DS Review: Unsolved Crimes

Should you solve this case or leave it alone?

You’re a rookie detective – part of the Homicide Division. An aspiring model, Betsy Blake – the sister of your new partner – disappears. A loner is the prime suspect. But this case is a whole lot deeper than it first appears. Can you crack the cases the regular cops can’t? And can you get to the bottom of the kidnapping that’s all over the news?

Solve a series of 8 independent cases

Fully explore 3D crime scenes

On-going Kidnapping storyline

Five separate action games relating to the kidnapping story

Integrates 3D crime investigation, action and quizzes in a revolutionary way not seen on the DS

Innovative use of the Nintendo DS stylus

The DS has had a good history with mystery/detective type games like Phoenix Wright, but how does it stand when compared to a real detective and not a lawyer? Well, the game does have its share of issues but at the end is a compelling game that’s worthy of any DS owner’s collection.

Unsolved Crimes begins with a tutorial case which shows you the basics of the gameplay while keeping the game going.
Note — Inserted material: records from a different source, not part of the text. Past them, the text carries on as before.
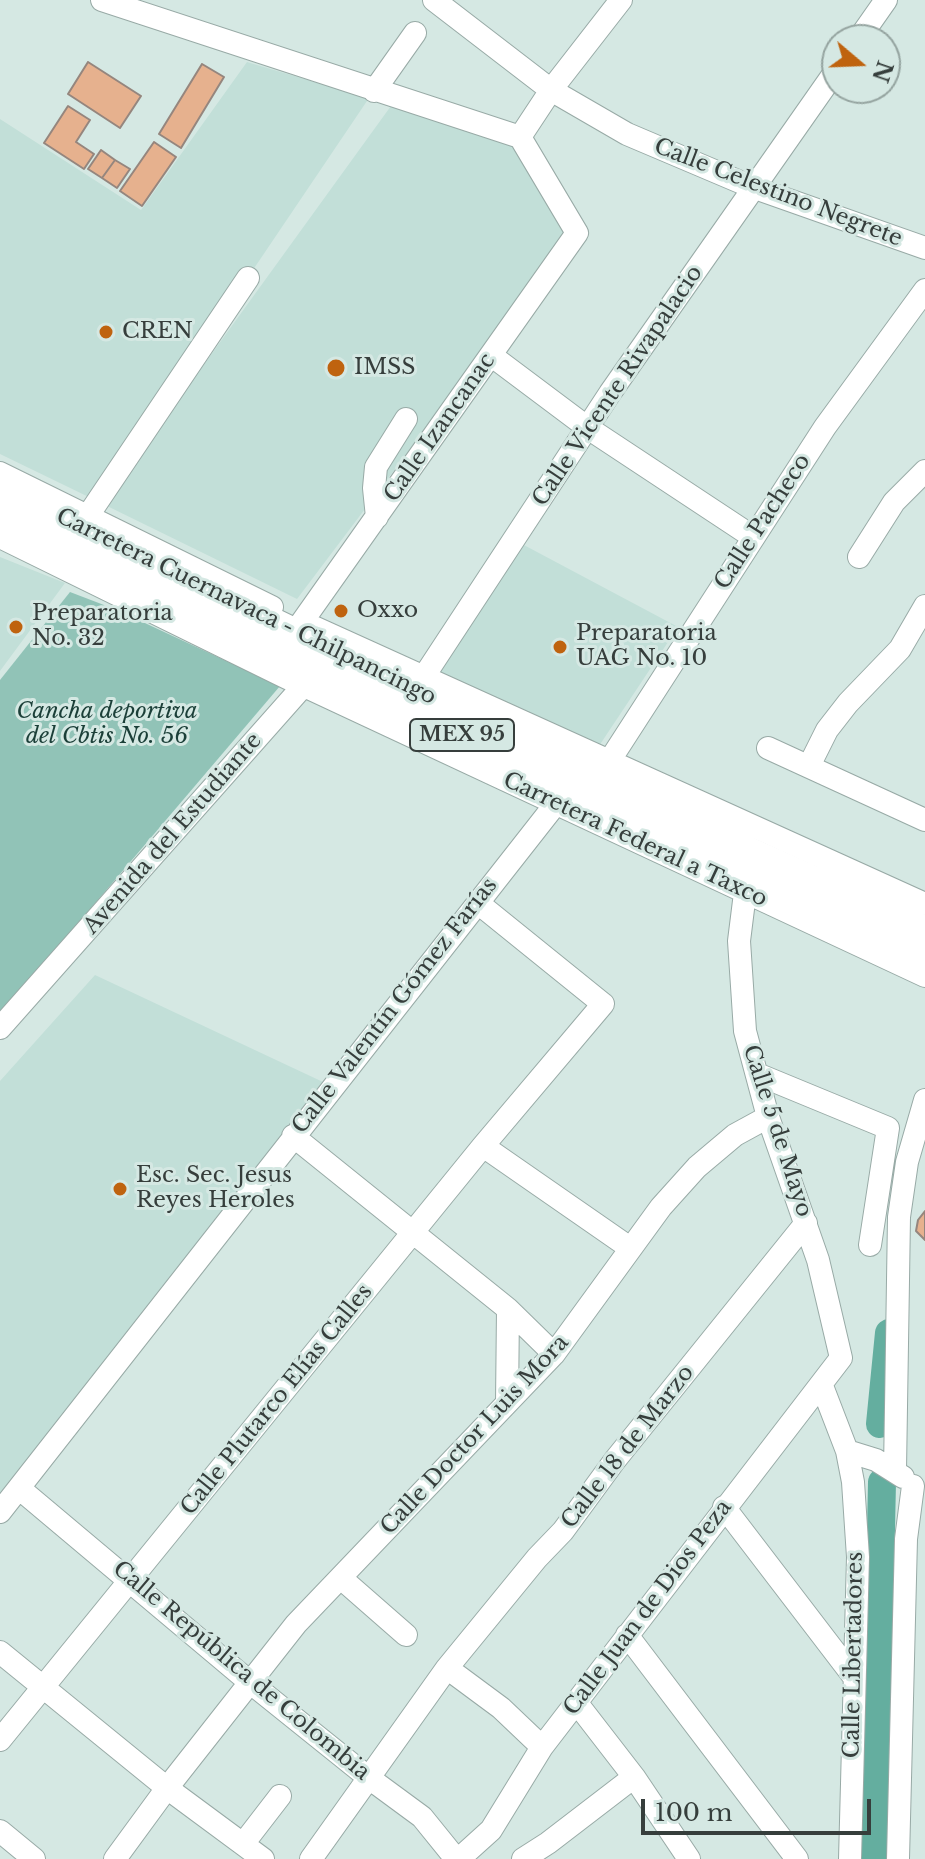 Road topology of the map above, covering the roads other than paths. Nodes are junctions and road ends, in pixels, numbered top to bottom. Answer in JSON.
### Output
{"nodes":[{"id":1,"x":102,"y":0,"type":"edge"},
{"id":2,"x":434,"y":0,"type":"edge"},
{"id":3,"x":621,"y":0,"type":"edge"},
{"id":4,"x":886,"y":0,"type":"edge"},
{"id":5,"x":869,"y":24,"type":"edge"},
{"id":6,"x":415,"y":33,"type":"dead end"},
{"id":7,"x":551,"y":90,"type":"junction"},
{"id":8,"x":374,"y":91,"type":"junction"},
{"id":9,"x":821,"y":91,"type":"edge"},
{"id":10,"x":520,"y":137,"type":"junction"},
{"id":11,"x":752,"y":187,"type":"junction"},
{"id":12,"x":925,"y":248,"type":"edge"},
{"id":13,"x":248,"y":278,"type":"dead end"},
{"id":14,"x":925,"y":290,"type":"edge"},
{"id":15,"x":492,"y":356,"type":"junction"},
{"id":16,"x":406,"y":419,"type":"dead end"},
{"id":17,"x":588,"y":428,"type":"junction"},
{"id":18,"x":925,"y":471,"type":"edge"},
{"id":19,"x":0,"y":473,"type":"edge"},
{"id":20,"x":0,"y":490,"type":"edge"},
{"id":21,"x":0,"y":516,"type":"edge"},
{"id":22,"x":377,"y":517,"type":"junction"},
{"id":23,"x":79,"y":530,"type":"junction"},
{"id":24,"x":0,"y":537,"type":"edge"},
{"id":25,"x":753,"y":537,"type":"junction"},
{"id":26,"x":859,"y":557,"type":"dead end"},
{"id":27,"x":247,"y":601,"type":"junction"},
{"id":28,"x":925,"y":606,"type":"edge"},
{"id":29,"x":302,"y":622,"type":"junction"},
{"id":30,"x":200,"y":623,"type":"junction"},
{"id":31,"x":325,"y":661,"type":"junction"},
{"id":32,"x":414,"y":691,"type":"junction"},
{"id":33,"x":768,"y":748,"type":"dead end"},
{"id":34,"x":809,"y":766,"type":"junction"},
{"id":35,"x":581,"y":779,"type":"junction"},
{"id":36,"x":925,"y":820,"type":"edge"},
{"id":37,"x":747,"y":873,"type":"junction"},
{"id":38,"x":478,"y":903,"type":"junction"},
{"id":39,"x":925,"y":904,"type":"edge"},
{"id":40,"x":925,"y":930,"type":"edge"},
{"id":41,"x":925,"y":954,"type":"edge"},
{"id":42,"x":925,"y":976,"type":"edge"},
{"id":43,"x":0,"y":1028,"type":"edge"},
{"id":44,"x":757,"y":1074,"type":"junction"},
{"id":45,"x":925,"y":1100,"type":"edge"},
{"id":46,"x":768,"y":1117,"type":"junction"},
{"id":47,"x":293,"y":1136,"type":"junction"},
{"id":48,"x":483,"y":1146,"type":"junction"},
{"id":49,"x":806,"y":1223,"type":"junction"},
{"id":50,"x":412,"y":1234,"type":"junction"},
{"id":51,"x":870,"y":1245,"type":"dead end"},
{"id":52,"x":630,"y":1248,"type":"junction"},
{"id":53,"x":508,"y":1309,"type":"junction"},
{"id":54,"x":554,"y":1354,"type":"junction"},
{"id":55,"x":841,"y":1358,"type":"joint"},
{"id":56,"x":822,"y":1386,"type":"junction"},
{"id":57,"x":507,"y":1403,"type":"junction"},
{"id":58,"x":847,"y":1451,"type":"junction"},
{"id":59,"x":895,"y":1470,"type":"junction"},
{"id":60,"x":20,"y":1489,"type":"junction"},
{"id":61,"x":919,"y":1491,"type":"edge"},
{"id":62,"x":724,"y":1507,"type":"junction"},
{"id":63,"x":0,"y":1512,"type":"edge"},
{"id":64,"x":342,"y":1579,"type":"junction"},
{"id":65,"x":131,"y":1580,"type":"junction"},
{"id":66,"x":406,"y":1635,"type":"dead end"},
{"id":67,"x":627,"y":1635,"type":"junction"},
{"id":68,"x":0,"y":1652,"type":"edge"},
{"id":69,"x":447,"y":1668,"type":"junction"},
{"id":70,"x":854,"y":1677,"type":"junction"},
{"id":71,"x":252,"y":1684,"type":"junction"},
{"id":72,"x":43,"y":1686,"type":"junction"},
{"id":73,"x":576,"y":1702,"type":"junction"},
{"id":74,"x":0,"y":1740,"type":"edge"},
{"id":75,"x":542,"y":1747,"type":"junction"},
{"id":76,"x":634,"y":1777,"type":"junction"},
{"id":77,"x":369,"y":1778,"type":"junction"},
{"id":78,"x":167,"y":1788,"type":"junction"},
{"id":79,"x":280,"y":1796,"type":"dead end"},
{"id":80,"x":0,"y":1831,"type":"edge"},
{"id":81,"x":243,"y":1844,"type":"junction"},
{"id":82,"x":554,"y":1851,"type":"edge"},
{"id":83,"x":34,"y":1859,"type":"edge"},
{"id":84,"x":115,"y":1859,"type":"edge"},
{"id":85,"x":263,"y":1859,"type":"edge"},
{"id":86,"x":311,"y":1859,"type":"edge"},
{"id":87,"x":457,"y":1859,"type":"edge"},
{"id":88,"x":523,"y":1859,"type":"edge"},
{"id":89,"x":689,"y":1859,"type":"edge"},
{"id":90,"x":797,"y":1859,"type":"edge"},
{"id":91,"x":850,"y":1859,"type":"edge"},
{"id":92,"x":898,"y":1859,"type":"edge"}],
"edges":[{"from":1,"to":8,"type":"street"},
{"from":2,"to":7,"type":"street","name":"Calle Celestino Negrete"},
{"from":3,"to":7,"type":"street"},
{"from":4,"to":5,"type":"street"},
{"from":6,"to":8,"type":"street"},
{"from":7,"to":10,"type":"street"},
{"from":7,"to":11,"type":"street","name":"Calle Celestino Negrete"},
{"from":8,"to":10,"type":"street"},
{"from":9,"to":11,"type":"street","name":"Calle Vicente Rivapalacio"},
{"from":10,"to":15,"type":"street","name":"Calle Izancanac"},
{"from":11,"to":12,"type":"street","name":"Calle Celestino Negrete"},
{"from":11,"to":17,"type":"street","name":"Calle Vicente Rivapalacio"},
{"from":13,"to":23,"type":"street"},
{"from":14,"to":25,"type":"street","name":"Calle Pacheco"},
{"from":15,"to":17,"type":"street"},
{"from":15,"to":22,"type":"street","name":"Calle Izancanac"},
{"from":16,"to":22,"type":"street"},
{"from":17,"to":25,"type":"street"},
{"from":17,"to":32,"type":"street","name":"Calle Vicente Rivapalacio"},
{"from":18,"to":26,"type":"street"},
{"from":19,"to":23,"type":"street"},
{"from":20,"to":23,"type":"main road","name":"Carretera Cuernavaca - Chilpancingo","number":"MEX 95"},
{"from":21,"to":23,"type":"main road","name":"Carretera Cuernavaca - Chilpancingo","number":"MEX 95"},
{"from":22,"to":29,"type":"street","name":"Calle Izancanac"},
{"from":23,"to":27,"type":"main road","name":"Carretera Cuernavaca - Chilpancingo","number":"MEX 95"},
{"from":23,"to":30,"type":"main road","name":"Carretera Cuernavaca - Chilpancingo","number":"MEX 95"},
{"from":24,"to":30,"type":"street"},
{"from":25,"to":35,"type":"street","name":"Calle Pacheco"},
{"from":27,"to":29,"type":"street","name":"Carretera Federal a Taxco"},
{"from":27,"to":31,"type":"main road","name":"Carretera Cuernavaca - Chilpancingo","number":"MEX 95"},
{"from":28,"to":34,"type":"street"},
{"from":29,"to":31,"type":"street","name":"Carretera Federal a Taxco"},
{"from":30,"to":31,"type":"main road","name":"Carretera Cuernavaca - Chilpancingo","number":"MEX 95"},
{"from":31,"to":32,"type":"main road","name":"Carretera Cuernavaca - Chilpancingo","number":"MEX 95"},
{"from":31,"to":35,"type":"street","name":"Carretera Federal a Taxco"},
{"from":31,"to":43,"type":"street","name":"Avenida del Estudiante"},
{"from":32,"to":35,"type":"main road","name":"Carretera Cuernavaca - Chilpancingo","number":"MEX 95"},
{"from":33,"to":34,"type":"street"},
{"from":34,"to":36,"type":"street"},
{"from":35,"to":37,"type":"main road","name":"Carretera Cuernavaca - Chilpancingo","number":"MEX 95"},
{"from":35,"to":37,"type":"street","name":"Carretera Federal a Taxco"},
{"from":35,"to":38,"type":"street","name":"Calle Valentín Gómez Farías"},
{"from":35,"to":39,"type":"street","name":"Carretera Federal a Taxco"},
{"from":37,"to":40,"type":"main road","name":"Carretera Cuernavaca - Chilpancingo","number":"MEX 95"},
{"from":37,"to":41,"type":"main road","name":"Carretera Cuernavaca - Chilpancingo","number":"MEX 95"},
{"from":37,"to":42,"type":"street","name":"Carretera Federal a Taxco"},
{"from":37,"to":44,"type":"street","name":"Calle 5 de Mayo"},
{"from":38,"to":47,"type":"street","name":"Calle Valentín Gómez Farías"},
{"from":38,"to":48,"type":"street","name":"Calle Plutarco Elías Calles"},
{"from":44,"to":46,"type":"street","name":"Calle 5 de Mayo"},
{"from":44,"to":51,"type":"street"},
{"from":45,"to":59,"type":"street"},
{"from":46,"to":49,"type":"street","name":"Calle 5 de Mayo"},
{"from":46,"to":52,"type":"street","name":"Calle Doctor Luis Mora"},
{"from":47,"to":50,"type":"street"},
{"from":47,"to":60,"type":"street","name":"Calle Valentín Gómez Farías"},
{"from":48,"to":50,"type":"street","name":"Calle Plutarco Elías Calles"},
{"from":48,"to":52,"type":"street"},
{"from":49,"to":55,"type":"street","name":"Calle 5 de Mayo"},
{"from":49,"to":69,"type":"street","name":"Calle 18 de Marzo"},
{"from":50,"to":53,"type":"street"},
{"from":50,"to":65,"type":"street","name":"Calle Plutarco Elías Calles"},
{"from":52,"to":54,"type":"street","name":"Calle Doctor Luis Mora"},
{"from":53,"to":54,"type":"street"},
{"from":53,"to":57,"type":"street"},
{"from":54,"to":57,"type":"street","name":"Calle Doctor Luis Mora"},
{"from":55,"to":56,"type":"street","name":"Calle Juan de Dios Peza"},
{"from":56,"to":58,"type":"street"},
{"from":56,"to":62,"type":"street","name":"Calle Juan de Dios Peza"},
{"from":57,"to":64,"type":"street","name":"Calle Doctor Luis Mora"},
{"from":58,"to":59,"type":"street"},
{"from":58,"to":70,"type":"street","name":"Calle Libertadores"},
{"from":59,"to":61,"type":"street"},
{"from":60,"to":63,"type":"street","name":"Calle Valentín Gómez Farías"},
{"from":60,"to":65,"type":"street","name":"Calle República de Colombia"},
{"from":61,"to":92,"type":"street"},
{"from":62,"to":67,"type":"street","name":"Calle Juan de Dios Peza"},
{"from":62,"to":70,"type":"street"},
{"from":64,"to":66,"type":"street"},
{"from":64,"to":71,"type":"street","name":"Calle Doctor Luis Mora"},
{"from":65,"to":71,"type":"street","name":"Calle República de Colombia"},
{"from":65,"to":72,"type":"street","name":"Calle Plutarco Elías Calles"},
{"from":67,"to":73,"type":"street","name":"Calle Juan de Dios Peza"},
{"from":67,"to":90,"type":"street"},
{"from":68,"to":72,"type":"street"},
{"from":69,"to":75,"type":"street"},
{"from":69,"to":77,"type":"street","name":"Calle 18 de Marzo"},
{"from":70,"to":91,"type":"street","name":"Calle Libertadores"},
{"from":71,"to":77,"type":"street","name":"Calle República de Colombia"},
{"from":71,"to":78,"type":"street","name":"Calle Doctor Luis Mora"},
{"from":72,"to":74,"type":"street","name":"Calle Plutarco Elías Calles"},
{"from":72,"to":78,"type":"street"},
{"from":73,"to":75,"type":"street","name":"Calle Juan de Dios Peza"},
{"from":73,"to":76,"type":"street"},
{"from":75,"to":87,"type":"street","name":"Calle Juan de Dios Peza"},
{"from":76,"to":82,"type":"street"},
{"from":76,"to":89,"type":"street"},
{"from":77,"to":86,"type":"street","name":"Calle 18 de Marzo"},
{"from":77,"to":87,"type":"street","name":"Calle República de Colombia"},
{"from":78,"to":81,"type":"street"},
{"from":78,"to":84,"type":"street","name":"Calle Doctor Luis Mora"},
{"from":79,"to":81,"type":"street"},
{"from":80,"to":83,"type":"street"},
{"from":81,"to":85,"type":"street"},
{"from":82,"to":88,"type":"street"}]}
What makes it different is that you can walk around in impressive 3D and interact with objects, finding clues and the like. When you get a piece of evidence, you can also examine it in 3D so you can touch specific parts to get the clue, like touching the word of a spray can to know what colour it is, things like that. It sounds simple, but it gets a bit more complicated as the game progresses.
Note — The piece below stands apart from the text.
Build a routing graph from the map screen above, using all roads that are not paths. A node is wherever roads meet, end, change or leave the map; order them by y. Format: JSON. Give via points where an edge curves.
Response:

As you find clues, you’ll be asked to work out parts for your case. So you can be asked who smashed a window or who sprayed the graffiti, and only you can work it out from the clues you have. If you get it wrong, you get a badge taken away and when they are all gone, you must start from the closest checkpoint, so you need to be careful and don’t make hasty decisions. It’s a game of patience as the clues don’t always reveal themselves straight away, you need to look at each bit of evidence and try and work it out.

There is of course, more than one case. The whole game takes about 10-15 hours to do, so it’s not a huge, length one and it’s pretty good to do when travelling. It’s a pick-up-and-play type of game, you wouldn’t think it…but it’s quite addictive, trying to work out who did the crime and finding ways to prove it. For those outside of law enforcement, it’s a good way to play detective. The game does have its problems such as being very text heavy and difficulties moving around using the stylus and d-pad in conjunction whilst in 3D space. Visually though, it makes good use of the hardware. The screenshots don’t do it justice as it looks much better in motion. Trying to get clues, using the stylus can be tough as sometimes they aren’t always recognised. It works for the most part, but not always.

The Verdict

Unsolved Crimes is one of those great DS games that probably won’t do as well as say, Phoenix Wright…but I believe it should. It has some great cases to solve and some clever ways to do it, using the stylus in the best possible way. It can be tricky and awkward with moving around and perhaps too text-heavy, but it’s a game that any detective fan should get their teeth into.